First, Irek Mukhamedov - one of the best-loved dancers at Covent Garden for the past decade - was told his services were no longer required. The director sent an assistant to tell him rather than give him the respect of saying it himself, there was no announcement and Mukhamedov slipped out the back door with hardly a murmur.

Then Sarah Wildor, a genuine home-grown dancer who was renowned as a true Ashtonian ballerina, decided to leave, two weeks after Stretton arrived, to avoid being made more unhappy.

Casting information - which used to be available months befores performances to allow fans to reserve seats for their favourite dancers - is dwindling to almost nothing. Nothing for Onegin, nothing for the Triple Bills and only the two lead roles in Nutcracker, Bayadere and Giselle. No explanation has been given for this.

Apart from the Sugar Plum Fairy's cavalier, only Principals have been cast in leading roles for the forthcoming season (as far as we know) whereas under the previous regimes First Soloists and Soloists frequently danced leading roles which allowed them to gain experience before promotion. Indeed this is how Alina Cojocaru attracted so much attention. In fact the newest Princpal, Zenaida Yanowsky, has not been cast in any leading roles according to the information so far. Sylvie Guillem is so far scheduled to dance Marguerite and Armand only.

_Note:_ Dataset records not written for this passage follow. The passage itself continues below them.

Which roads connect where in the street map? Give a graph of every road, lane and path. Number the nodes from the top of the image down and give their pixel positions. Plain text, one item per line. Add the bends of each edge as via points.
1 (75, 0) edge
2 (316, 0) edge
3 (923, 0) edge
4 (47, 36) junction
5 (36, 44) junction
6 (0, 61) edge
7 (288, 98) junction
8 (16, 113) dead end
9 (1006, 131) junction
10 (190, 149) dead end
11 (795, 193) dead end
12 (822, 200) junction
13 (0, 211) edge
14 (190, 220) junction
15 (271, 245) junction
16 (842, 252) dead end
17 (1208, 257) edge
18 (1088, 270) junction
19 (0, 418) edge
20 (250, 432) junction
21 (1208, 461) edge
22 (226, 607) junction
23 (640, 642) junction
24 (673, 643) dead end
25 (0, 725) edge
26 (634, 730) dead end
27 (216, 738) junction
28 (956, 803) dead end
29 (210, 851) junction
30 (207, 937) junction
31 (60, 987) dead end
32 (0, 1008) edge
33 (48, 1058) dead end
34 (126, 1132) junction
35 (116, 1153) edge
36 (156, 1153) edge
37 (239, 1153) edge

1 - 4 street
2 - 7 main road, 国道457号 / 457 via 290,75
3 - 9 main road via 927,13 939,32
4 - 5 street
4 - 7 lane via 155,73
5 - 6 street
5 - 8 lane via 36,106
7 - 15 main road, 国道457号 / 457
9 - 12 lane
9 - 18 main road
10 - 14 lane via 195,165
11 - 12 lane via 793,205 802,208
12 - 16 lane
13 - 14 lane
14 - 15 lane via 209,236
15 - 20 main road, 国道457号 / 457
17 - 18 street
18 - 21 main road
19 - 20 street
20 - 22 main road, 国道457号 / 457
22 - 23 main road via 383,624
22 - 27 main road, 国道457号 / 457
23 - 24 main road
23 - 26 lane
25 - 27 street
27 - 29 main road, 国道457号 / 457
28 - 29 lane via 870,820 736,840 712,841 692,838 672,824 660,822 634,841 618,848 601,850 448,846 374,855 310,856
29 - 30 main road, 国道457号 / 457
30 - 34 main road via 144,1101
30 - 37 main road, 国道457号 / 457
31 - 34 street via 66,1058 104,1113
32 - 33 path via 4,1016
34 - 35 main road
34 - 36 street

I won't even mention the unimaginative programming except to say Nnutcracker and Giselle for the third year in a row.

The cumulative affect of all this is to create a very negative atmosphere for the start of the new directorship. Everyone expects there to be changes but so far they seem only negative ones, and I can'thelp feeling very envious of the people who are lucky enough to have snapped up two great former Royal Ballet stars - Wayne Eagling and Bruce Sansom - who not only were fine dancers but who seemed as considerate of their audiences as they were of their fellow dancers.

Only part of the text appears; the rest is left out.